* Problem to solve
As you look over the data below, please find each line where the word "富田林五條線" appears, then copy it.

[Records from a dataset]
-- -- --
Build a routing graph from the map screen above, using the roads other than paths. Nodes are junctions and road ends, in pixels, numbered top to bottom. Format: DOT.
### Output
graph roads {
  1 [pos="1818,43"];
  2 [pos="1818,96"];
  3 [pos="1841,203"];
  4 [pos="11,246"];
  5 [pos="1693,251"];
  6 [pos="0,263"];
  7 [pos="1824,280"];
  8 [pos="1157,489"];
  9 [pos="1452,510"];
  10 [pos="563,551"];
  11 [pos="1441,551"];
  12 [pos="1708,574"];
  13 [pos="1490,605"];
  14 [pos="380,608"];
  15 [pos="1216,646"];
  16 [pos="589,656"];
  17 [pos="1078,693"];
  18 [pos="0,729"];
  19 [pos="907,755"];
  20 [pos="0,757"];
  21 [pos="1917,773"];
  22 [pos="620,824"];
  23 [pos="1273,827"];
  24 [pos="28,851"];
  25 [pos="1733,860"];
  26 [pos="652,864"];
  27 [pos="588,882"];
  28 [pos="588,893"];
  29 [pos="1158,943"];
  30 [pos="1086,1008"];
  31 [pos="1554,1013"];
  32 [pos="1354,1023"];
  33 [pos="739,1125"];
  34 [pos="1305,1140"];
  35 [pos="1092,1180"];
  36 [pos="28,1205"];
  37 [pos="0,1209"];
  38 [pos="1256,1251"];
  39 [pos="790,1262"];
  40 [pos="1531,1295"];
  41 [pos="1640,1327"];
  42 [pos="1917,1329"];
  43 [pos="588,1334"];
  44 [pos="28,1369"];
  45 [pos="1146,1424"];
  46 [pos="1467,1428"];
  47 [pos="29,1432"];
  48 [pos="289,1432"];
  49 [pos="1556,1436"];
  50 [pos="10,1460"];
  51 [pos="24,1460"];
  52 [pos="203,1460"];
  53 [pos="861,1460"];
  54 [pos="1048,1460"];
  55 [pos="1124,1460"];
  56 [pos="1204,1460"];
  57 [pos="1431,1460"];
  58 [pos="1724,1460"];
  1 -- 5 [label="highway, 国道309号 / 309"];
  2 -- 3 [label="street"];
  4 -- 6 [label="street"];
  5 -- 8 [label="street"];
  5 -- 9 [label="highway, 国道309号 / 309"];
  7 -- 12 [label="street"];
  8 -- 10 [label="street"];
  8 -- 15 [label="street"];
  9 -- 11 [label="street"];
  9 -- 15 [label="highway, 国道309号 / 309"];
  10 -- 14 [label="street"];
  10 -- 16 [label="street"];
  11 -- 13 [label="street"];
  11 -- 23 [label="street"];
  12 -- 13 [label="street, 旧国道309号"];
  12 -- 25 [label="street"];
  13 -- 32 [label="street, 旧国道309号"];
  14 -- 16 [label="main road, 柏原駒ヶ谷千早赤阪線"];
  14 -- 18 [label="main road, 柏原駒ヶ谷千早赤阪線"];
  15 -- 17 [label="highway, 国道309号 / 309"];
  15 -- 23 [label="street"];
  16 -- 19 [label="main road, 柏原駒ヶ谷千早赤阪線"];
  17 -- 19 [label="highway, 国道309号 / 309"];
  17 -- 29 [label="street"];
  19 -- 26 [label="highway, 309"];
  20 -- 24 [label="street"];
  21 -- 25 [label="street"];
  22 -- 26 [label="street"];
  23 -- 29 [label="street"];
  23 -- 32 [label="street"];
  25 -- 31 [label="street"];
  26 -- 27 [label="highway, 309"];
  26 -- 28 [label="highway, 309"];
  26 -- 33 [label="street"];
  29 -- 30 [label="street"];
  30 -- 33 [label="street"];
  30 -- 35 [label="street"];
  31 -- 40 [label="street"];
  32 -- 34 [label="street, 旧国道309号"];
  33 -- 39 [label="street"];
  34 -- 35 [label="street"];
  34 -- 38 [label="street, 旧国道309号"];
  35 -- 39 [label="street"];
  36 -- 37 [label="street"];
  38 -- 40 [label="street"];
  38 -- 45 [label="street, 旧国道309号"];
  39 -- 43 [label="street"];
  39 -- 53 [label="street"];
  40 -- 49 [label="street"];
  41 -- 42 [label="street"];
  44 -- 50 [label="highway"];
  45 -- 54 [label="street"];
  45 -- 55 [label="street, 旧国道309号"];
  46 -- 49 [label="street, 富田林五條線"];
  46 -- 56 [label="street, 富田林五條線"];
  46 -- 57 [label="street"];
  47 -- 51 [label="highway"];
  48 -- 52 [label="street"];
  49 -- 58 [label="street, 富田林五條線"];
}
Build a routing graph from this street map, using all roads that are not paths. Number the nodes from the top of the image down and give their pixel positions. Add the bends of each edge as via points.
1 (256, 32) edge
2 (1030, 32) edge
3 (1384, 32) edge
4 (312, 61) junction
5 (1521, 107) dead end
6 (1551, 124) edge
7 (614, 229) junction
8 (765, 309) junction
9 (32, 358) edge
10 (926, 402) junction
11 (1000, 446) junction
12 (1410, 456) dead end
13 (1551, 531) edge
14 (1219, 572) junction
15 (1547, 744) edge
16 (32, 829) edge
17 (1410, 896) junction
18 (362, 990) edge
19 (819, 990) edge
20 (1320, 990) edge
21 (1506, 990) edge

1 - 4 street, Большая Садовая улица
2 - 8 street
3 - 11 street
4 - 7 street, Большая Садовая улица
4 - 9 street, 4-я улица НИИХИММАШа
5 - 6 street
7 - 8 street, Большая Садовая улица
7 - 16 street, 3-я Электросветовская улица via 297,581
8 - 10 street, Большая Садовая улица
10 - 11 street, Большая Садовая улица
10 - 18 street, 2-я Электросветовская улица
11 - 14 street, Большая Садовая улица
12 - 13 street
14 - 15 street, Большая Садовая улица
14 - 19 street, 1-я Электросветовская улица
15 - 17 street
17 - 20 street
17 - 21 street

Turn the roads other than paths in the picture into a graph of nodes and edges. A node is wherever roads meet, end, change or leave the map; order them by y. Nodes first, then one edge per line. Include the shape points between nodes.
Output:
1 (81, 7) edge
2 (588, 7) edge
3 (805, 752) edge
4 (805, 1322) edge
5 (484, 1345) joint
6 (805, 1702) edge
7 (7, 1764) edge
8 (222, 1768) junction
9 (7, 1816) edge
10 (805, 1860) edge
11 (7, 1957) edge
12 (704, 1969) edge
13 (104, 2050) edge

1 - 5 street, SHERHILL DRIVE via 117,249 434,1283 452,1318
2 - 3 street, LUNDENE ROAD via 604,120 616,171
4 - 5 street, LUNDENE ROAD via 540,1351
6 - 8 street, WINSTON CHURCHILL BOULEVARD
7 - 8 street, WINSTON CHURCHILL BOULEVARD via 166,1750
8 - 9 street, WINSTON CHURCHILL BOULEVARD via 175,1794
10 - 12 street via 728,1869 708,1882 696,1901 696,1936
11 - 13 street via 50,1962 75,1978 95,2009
-- -- --
* Exercise output
  46 -- 49 [label="street, 富田林五條線"];
  46 -- 56 [label="street, 富田林五條線"];
  49 -- 58 [label="street, 富田林五條線"];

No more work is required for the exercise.